繋がる過去

最近ボロボロになってきていたお気に入りのバッグ。ついにチャックが壊れてしまったので、新しい商品を探していたら、大学時代の自分を思い出しました。その時愛用していたアニエスベーのバッグ、そうだ原点回帰しようと思いネットで検索。すると通園バッグ用のお手頃サイズを見つけてしまい、喜んでオレンジ系を購入しました。大学時代どころか、幼稚園時代が懐かしくなり、黄色の通園バッグを放り投げ、4歳上のネネちゃんに当たり散らかした自分が蘇ってきて。またこのバッグと共に沢山の景色を見に行こう。姉が手を引いてくれたぬくもりを色々な場面で思い出すのかな。彼女が手を取ってくれたのは私の左手でした。幼稚園のはさみが右利き用だから、左利きの私はうまく使えないといじけていた自分をネネちゃんは知っていて。大切な個性だと言い続けてくれた彼女の優しさを持って、大人になった気もしています。左利きあるあるボックスにネタを詰め込んで、また笑って会いに行くことにしよう。

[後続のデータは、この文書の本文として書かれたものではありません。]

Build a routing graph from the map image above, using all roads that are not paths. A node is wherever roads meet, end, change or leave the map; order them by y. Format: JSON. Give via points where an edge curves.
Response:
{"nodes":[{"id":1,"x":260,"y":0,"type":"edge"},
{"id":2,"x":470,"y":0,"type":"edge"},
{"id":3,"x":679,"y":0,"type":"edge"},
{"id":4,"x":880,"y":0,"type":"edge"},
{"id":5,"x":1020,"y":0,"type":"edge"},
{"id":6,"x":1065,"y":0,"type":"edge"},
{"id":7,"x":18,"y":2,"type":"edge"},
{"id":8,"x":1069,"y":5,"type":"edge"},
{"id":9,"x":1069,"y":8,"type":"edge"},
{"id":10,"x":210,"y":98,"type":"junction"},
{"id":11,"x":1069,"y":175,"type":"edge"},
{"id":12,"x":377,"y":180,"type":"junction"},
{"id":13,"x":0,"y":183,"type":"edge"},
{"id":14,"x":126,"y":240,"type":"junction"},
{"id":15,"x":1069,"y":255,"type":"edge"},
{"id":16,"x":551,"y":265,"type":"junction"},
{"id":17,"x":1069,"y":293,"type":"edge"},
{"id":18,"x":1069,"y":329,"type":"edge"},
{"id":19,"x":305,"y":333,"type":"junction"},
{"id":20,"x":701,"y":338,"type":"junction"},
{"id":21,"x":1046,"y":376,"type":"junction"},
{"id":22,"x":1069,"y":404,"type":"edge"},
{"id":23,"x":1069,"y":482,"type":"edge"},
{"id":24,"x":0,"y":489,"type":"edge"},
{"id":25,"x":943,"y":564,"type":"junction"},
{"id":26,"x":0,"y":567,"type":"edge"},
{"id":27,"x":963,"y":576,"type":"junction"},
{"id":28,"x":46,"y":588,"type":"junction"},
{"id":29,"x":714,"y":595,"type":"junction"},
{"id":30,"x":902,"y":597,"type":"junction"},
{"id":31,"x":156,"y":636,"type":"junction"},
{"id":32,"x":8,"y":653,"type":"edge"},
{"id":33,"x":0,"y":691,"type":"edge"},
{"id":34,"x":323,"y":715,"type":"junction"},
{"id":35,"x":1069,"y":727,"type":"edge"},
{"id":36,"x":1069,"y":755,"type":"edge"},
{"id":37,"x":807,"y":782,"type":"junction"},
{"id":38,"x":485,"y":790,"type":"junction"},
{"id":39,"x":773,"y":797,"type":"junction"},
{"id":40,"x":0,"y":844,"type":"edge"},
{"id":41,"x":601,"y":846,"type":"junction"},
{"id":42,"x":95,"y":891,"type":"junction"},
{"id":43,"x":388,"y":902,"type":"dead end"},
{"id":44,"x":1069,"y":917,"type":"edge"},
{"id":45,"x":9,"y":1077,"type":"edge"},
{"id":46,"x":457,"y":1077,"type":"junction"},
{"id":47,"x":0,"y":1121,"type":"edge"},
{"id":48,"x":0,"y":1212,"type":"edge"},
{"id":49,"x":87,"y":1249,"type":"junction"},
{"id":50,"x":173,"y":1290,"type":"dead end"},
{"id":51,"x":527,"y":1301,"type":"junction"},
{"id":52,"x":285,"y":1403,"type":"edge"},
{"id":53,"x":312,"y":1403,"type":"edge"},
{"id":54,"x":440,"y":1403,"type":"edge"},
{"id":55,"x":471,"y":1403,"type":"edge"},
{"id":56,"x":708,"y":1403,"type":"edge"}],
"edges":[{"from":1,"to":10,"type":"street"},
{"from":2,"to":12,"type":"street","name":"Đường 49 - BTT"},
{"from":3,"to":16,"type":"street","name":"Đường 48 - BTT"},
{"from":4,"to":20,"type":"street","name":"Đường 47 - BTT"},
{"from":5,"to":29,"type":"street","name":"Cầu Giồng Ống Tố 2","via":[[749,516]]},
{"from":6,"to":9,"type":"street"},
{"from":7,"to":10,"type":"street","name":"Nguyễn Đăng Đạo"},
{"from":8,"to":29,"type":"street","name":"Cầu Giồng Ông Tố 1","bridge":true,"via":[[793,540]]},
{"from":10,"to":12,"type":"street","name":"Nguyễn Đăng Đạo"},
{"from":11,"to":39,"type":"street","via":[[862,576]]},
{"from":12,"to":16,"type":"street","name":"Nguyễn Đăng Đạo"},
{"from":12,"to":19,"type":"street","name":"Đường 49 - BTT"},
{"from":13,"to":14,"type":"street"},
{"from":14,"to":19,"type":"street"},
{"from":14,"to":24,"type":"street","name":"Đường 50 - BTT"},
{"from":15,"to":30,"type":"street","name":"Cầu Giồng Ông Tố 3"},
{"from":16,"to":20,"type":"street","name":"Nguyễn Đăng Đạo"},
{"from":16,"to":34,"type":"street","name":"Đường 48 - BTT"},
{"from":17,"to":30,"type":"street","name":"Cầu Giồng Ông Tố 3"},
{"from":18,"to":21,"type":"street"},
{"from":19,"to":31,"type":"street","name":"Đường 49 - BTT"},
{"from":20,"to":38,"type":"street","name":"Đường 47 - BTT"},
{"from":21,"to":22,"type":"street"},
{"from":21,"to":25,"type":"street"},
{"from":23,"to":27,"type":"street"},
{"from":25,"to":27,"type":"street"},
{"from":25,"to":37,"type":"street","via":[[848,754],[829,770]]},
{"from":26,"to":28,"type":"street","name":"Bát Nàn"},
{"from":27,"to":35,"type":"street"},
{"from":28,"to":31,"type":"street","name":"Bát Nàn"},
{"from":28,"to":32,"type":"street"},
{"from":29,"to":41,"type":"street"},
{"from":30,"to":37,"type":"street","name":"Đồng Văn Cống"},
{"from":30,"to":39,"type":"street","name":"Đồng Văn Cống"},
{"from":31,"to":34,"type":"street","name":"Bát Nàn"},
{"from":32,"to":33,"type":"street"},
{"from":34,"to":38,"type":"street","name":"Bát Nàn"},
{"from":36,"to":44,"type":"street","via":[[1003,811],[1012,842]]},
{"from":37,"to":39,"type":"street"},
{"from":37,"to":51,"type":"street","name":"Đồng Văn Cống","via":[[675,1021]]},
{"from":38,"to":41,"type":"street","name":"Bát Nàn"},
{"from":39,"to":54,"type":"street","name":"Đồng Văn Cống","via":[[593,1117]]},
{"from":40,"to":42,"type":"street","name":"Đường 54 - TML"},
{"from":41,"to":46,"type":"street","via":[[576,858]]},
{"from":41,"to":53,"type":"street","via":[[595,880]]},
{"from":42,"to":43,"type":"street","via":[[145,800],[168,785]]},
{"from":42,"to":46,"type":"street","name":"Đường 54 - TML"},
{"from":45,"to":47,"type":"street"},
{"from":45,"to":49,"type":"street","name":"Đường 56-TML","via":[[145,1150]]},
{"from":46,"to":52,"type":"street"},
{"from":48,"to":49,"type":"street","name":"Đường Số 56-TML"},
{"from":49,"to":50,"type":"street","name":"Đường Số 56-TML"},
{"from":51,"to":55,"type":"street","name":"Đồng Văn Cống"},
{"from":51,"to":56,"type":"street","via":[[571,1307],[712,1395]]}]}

WBC準々決勝、息子が半日授業だったので、一気に用事を済ませ、テレビの前に座りました。負けたら終わりの大一番、国歌斉唱が胸に響き、プレイボール。大谷選手の気迫のこもった投球に熱くなりました。1回からギア全開、この大会にかける想いが伝わってきました。打者としての大谷選手がセーフティバントを決めた時、体中から涙が溢れそうになって。自分も生きようとするセーフティバント、ワンアウト一塁の場面で、確実に三塁線へ転がし、走り抜け、結果的に一塁三塁になったそのプレーに衝撃を受けました。勝ちに行く、その気持ちをこのような形で見せてくれるんだなと。その後、点が入り、村上選手もタイムリーヒットを打ってくれた時、息子と歓喜し、胸がいっぱいでした。つば九郎のユニフォームを着て、バチを叩き、本物のヤクルトファンだなと笑えてきて。そして、痺れる試合展開の中、イタリアに9対3の勝利。大谷選手の魂が叫んでいる気迫が、チーム全体に広がったかのような堪らない時間でした。スリーランを打ってくれた巨人の岡本選手のヒーローインタビューを聞いて、息子をようやく寝かせ、時計を見ると11時半。ネネちゃんの言葉が再生されました。Sちんは犠牲バントじゃだめなんだよ、三冠王を狙え!と。この国際大会の絶対負けられない試合で、スーパースターの大谷選手がセーフティバントを決めて、光り輝いた。元々輝いていた中で、さらに光を放ってくれて自分の中で何か変化が起きた気がしました。ピッチングもバッティングも一流、そんな大谷選手がフルスイングではなくバントをしたそのプレーそのものも、彼らしさで、とんでもないものを見せてもらった気がしました。試合後会見で栗山監督もセーフティーバントについて伝えてくれて。「ずっと彼を見てきて、翔平らしさが出るときは、実はああいうとき。投げる、打つは別として。絶対に勝ちにいくんだと、野球小僧になった時に彼の素晴らしさが出る。」日本ハムの監督時代から大谷選手をずっと見てきた栗山監督だからこそ、届けてくれた言葉なのだと思いました。どこまでも深いな。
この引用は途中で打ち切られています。